Refreshing pasta salad tossed with cucumber, herbs, and creamy avocado-yogurt dressing. Vegetarian and easy to prepare.
# What You'll Need:
→ Pasta
01 - 9 oz short pasta such as fusilli, rotini, or penne
02 - Salt for boiling water
→ Vegetables and Herbs
03 - 1 medium cucumber, diced
04 - 2 cups baby spinach, roughly chopped
05 - 1/2 cup fresh parsley, chopped
06 - 1/4 cup fresh chives, chopped
07 - 1/4 cup fresh basil, chopped
→ Green Goddess Dressing
08 - 1 ripe avocado, peeled and pitted
09 - 1/2 cup plain Greek yogurt
10 - 2 tablespoons extra-virgin olive oil
11 - 2 tablespoons lemon juice, approximately 1/2 lemon
12 - 1 garlic clove, minced
13 - 1 to 2 tablespoons water for thinning as needed
14 - 1/2 teaspoon salt
15 - 1/4 teaspoon freshly ground black pepper
# How to Make It:
01 - Bring a large pot of salted water to a rolling boil. Add short pasta and cook according to package directions until al dente. Drain in a colander and rinse under cold running water until completely cooled. Set aside.

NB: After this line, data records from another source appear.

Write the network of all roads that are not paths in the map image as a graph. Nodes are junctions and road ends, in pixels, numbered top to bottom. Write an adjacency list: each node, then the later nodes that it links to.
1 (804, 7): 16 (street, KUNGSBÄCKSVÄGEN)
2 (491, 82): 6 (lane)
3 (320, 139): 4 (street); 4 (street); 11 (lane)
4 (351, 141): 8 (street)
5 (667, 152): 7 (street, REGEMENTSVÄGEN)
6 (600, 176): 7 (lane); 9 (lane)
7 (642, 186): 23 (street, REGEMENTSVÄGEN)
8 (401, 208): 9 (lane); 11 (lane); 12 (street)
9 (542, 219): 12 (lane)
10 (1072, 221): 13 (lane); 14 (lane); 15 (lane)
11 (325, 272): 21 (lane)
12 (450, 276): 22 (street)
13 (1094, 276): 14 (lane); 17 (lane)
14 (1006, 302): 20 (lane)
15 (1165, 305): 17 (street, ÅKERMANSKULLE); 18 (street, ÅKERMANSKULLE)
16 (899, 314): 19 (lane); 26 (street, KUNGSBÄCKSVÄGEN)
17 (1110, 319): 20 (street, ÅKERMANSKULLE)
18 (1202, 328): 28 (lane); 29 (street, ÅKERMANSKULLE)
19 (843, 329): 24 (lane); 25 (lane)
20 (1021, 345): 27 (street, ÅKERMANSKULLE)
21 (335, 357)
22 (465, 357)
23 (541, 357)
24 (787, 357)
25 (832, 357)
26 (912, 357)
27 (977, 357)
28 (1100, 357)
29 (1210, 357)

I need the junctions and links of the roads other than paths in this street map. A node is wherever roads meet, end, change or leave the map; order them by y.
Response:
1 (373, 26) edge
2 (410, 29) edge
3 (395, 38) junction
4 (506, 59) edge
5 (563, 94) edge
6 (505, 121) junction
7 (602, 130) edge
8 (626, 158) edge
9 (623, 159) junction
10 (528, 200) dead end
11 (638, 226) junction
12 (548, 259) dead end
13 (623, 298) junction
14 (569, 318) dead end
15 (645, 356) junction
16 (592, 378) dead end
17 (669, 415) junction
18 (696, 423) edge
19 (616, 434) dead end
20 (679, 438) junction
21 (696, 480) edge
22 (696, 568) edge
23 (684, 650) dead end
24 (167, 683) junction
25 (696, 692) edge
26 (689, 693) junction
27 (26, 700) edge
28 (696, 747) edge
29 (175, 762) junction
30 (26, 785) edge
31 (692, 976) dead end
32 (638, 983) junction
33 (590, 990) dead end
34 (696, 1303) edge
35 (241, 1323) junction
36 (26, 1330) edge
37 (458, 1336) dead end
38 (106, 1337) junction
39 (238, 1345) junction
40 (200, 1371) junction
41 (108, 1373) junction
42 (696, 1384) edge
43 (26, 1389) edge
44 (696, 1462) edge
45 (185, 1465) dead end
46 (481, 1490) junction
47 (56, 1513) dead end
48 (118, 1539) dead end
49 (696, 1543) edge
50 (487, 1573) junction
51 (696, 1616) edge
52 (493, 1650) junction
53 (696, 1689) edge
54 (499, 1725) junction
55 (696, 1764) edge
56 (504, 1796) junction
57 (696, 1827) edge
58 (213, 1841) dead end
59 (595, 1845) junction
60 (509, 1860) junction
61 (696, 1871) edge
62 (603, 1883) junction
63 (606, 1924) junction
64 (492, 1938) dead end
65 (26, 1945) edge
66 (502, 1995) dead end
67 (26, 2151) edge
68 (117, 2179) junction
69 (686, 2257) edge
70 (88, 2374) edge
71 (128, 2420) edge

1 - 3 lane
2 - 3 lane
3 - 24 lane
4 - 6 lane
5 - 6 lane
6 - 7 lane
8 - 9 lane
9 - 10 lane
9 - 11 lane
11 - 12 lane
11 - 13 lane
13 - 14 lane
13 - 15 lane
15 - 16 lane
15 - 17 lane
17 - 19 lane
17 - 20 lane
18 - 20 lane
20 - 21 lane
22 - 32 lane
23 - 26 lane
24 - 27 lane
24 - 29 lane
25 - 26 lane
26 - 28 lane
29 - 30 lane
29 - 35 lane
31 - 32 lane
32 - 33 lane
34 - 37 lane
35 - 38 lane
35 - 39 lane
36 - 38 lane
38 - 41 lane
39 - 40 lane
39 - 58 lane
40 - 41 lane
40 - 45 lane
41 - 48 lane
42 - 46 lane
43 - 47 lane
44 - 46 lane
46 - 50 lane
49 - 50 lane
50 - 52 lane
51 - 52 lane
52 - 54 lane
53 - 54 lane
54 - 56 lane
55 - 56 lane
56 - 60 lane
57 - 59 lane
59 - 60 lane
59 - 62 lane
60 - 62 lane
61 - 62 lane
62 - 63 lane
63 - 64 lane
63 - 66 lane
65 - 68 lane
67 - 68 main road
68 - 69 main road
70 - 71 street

02 - While pasta cooks, combine avocado, Greek yogurt, olive oil, lemon juice, minced garlic, salt, and black pepper in a blender or food processor. Blend until smooth, adding water gradually to achieve a creamy, pourable consistency.
03 - In a large mixing bowl, combine cooled pasta with diced cucumber, spinach, parsley, chives, and basil. Mix gently to distribute vegetables evenly throughout.
04 - Pour green goddess dressing over the pasta and vegetable mixture. Toss gently but thoroughly to coat all ingredients evenly with dressing.
05 - Taste the salad and adjust seasoning with additional salt or lemon juice as desired. Stir to incorporate any adjustments.
06 - Serve immediately for optimal texture, or refrigerate for up to 2 hours to allow flavors to meld. Garnish with additional fresh herbs just before serving if desired.